Tarzan was the first Disney soundtrack to be recorded in multiple languages for different markets with Phil Collins also recording French, German, Italian and Spanish versions of the soundtrack, and he was assisted by composer Éric Serra to record and produce the French versions of the songs.

Professional ratings
Review scores
| Source | Rating |
| AllMusic | Star |
| Filmtracks | Star |
| Sputnikmusic | 4.5/5 |

==Commercial performance==
The Tarzan soundtrack was released by Walt Disney Records on May 18, 1999. The soundtrack peaked at #5 on the Billboard 200 during the week of July 10, 1999, coinciding with the film's theatrical run. The album was a major comeback for Phil Collins, and put him back in the public eye. In the U.S. it reached double platinum status, becoming his best-selling album of new material in a decade.

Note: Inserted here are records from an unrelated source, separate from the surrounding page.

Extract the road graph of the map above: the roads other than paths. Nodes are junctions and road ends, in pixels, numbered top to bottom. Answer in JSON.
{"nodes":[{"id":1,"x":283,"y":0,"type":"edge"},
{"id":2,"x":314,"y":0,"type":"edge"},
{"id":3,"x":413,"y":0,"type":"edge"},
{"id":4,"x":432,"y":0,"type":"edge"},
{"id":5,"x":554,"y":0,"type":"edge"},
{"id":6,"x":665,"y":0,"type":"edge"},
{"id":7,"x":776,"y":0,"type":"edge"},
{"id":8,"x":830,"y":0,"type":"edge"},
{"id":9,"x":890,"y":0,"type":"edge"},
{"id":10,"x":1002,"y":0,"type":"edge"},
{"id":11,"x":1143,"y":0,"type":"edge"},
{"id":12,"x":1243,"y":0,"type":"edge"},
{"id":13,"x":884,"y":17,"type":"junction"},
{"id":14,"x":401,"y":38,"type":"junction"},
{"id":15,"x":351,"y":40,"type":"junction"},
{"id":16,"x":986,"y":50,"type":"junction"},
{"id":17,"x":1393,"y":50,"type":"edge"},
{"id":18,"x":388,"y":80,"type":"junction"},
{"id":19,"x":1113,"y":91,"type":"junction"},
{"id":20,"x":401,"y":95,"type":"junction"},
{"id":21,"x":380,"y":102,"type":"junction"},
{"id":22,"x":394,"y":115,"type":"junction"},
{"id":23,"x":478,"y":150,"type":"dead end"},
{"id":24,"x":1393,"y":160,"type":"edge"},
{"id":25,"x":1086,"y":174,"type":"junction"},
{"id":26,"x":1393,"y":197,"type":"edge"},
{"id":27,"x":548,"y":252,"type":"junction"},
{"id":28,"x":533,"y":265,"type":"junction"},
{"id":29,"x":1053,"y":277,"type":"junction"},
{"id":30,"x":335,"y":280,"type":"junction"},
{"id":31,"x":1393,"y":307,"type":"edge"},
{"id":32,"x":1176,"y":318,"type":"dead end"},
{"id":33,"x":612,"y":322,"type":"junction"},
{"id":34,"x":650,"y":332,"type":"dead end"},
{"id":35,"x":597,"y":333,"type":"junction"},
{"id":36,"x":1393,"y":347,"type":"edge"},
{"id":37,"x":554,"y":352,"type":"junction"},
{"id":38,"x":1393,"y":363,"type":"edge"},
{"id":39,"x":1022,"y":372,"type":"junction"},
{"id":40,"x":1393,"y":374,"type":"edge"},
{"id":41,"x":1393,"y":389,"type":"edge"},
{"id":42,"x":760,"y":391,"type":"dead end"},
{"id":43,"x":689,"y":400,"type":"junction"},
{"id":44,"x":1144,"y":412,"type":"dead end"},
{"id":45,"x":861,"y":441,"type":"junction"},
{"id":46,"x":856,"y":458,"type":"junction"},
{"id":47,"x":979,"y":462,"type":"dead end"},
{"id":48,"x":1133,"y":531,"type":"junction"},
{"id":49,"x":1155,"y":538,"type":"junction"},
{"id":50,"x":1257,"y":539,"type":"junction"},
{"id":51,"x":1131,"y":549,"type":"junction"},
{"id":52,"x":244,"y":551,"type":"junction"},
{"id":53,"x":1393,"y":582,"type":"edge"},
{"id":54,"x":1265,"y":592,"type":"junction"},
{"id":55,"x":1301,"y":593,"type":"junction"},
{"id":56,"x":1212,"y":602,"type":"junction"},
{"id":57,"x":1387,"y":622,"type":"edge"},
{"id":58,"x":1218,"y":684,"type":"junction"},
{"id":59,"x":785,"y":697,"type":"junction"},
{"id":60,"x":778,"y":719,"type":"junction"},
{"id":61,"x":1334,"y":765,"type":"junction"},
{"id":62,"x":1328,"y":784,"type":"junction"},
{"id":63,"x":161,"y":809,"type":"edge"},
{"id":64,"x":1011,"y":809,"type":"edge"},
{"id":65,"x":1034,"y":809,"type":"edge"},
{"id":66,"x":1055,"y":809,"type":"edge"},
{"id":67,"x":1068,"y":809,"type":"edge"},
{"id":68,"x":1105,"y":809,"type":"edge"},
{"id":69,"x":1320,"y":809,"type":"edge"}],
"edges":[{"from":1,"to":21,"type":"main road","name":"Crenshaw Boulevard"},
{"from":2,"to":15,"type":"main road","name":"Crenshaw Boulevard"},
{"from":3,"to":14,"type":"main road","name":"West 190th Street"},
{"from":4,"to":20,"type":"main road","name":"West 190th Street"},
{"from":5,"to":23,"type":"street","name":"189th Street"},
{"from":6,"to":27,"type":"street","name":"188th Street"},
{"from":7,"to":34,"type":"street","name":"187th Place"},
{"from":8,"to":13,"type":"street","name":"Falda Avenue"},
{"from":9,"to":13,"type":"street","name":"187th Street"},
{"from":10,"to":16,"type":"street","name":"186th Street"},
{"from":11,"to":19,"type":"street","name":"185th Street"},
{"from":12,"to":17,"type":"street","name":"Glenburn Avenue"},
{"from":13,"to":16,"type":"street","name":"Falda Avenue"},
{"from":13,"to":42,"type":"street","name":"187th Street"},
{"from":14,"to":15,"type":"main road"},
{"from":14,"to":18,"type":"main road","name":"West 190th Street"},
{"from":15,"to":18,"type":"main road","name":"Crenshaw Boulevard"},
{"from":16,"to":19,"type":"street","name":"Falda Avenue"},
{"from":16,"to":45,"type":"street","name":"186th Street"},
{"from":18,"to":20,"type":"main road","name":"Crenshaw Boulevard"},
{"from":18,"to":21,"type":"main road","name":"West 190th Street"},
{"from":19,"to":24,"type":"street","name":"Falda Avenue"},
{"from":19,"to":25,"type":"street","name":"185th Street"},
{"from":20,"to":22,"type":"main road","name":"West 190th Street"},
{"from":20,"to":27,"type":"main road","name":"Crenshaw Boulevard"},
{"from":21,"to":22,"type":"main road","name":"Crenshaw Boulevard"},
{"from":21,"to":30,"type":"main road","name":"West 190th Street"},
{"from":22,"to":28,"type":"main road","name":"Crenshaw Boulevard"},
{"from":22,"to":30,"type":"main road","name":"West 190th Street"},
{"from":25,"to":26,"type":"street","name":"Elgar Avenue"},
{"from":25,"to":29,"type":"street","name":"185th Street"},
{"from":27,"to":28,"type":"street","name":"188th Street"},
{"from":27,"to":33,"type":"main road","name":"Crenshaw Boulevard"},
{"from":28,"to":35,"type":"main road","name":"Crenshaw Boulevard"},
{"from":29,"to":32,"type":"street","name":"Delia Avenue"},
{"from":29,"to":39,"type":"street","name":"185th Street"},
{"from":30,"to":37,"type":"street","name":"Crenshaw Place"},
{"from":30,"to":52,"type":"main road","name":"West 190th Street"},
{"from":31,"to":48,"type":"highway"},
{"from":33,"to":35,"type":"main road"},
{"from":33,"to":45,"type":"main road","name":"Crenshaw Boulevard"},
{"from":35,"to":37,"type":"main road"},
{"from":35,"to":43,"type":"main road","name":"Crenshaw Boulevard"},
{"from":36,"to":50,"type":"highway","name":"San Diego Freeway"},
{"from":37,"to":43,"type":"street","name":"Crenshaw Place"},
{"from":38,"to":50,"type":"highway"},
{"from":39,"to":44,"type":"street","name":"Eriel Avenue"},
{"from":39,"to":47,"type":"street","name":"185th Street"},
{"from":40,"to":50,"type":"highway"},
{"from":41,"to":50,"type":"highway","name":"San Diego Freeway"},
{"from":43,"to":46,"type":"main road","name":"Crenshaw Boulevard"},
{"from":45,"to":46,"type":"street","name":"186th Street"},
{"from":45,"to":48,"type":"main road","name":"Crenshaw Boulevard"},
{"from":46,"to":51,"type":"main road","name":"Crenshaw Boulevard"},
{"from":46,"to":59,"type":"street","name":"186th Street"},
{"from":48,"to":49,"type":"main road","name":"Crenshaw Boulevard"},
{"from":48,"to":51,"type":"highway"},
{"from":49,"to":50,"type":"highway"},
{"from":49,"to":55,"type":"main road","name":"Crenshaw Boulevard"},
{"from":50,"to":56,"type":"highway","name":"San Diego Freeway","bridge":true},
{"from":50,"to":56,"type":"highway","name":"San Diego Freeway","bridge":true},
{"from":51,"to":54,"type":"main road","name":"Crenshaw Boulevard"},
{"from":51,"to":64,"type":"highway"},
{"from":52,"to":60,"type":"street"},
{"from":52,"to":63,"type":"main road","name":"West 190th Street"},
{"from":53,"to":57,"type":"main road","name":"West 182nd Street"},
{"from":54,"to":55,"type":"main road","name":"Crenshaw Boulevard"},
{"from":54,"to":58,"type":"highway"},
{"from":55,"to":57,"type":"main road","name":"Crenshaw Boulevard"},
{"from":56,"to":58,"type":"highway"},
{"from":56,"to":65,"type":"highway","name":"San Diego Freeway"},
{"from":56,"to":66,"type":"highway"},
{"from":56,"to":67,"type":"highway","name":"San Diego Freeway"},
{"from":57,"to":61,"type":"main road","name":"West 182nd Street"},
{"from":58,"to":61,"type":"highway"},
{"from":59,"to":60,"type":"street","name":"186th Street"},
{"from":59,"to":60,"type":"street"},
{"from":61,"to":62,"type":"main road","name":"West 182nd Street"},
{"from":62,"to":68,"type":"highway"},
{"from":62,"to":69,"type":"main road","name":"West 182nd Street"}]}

A promotion was held at the Disney Store. Customers who bought the soundtrack received a free and exclusive single of "You'll Be in My Heart". The soundtrack itself was labeled limited edition, including a holographic cover and an individual collector's number.

The album has sold 2,586,000 copies in the U.S. as of April 2014.

==Track listing==
All songs written and composed by Phil Collins, with score composed by Mark Mancina.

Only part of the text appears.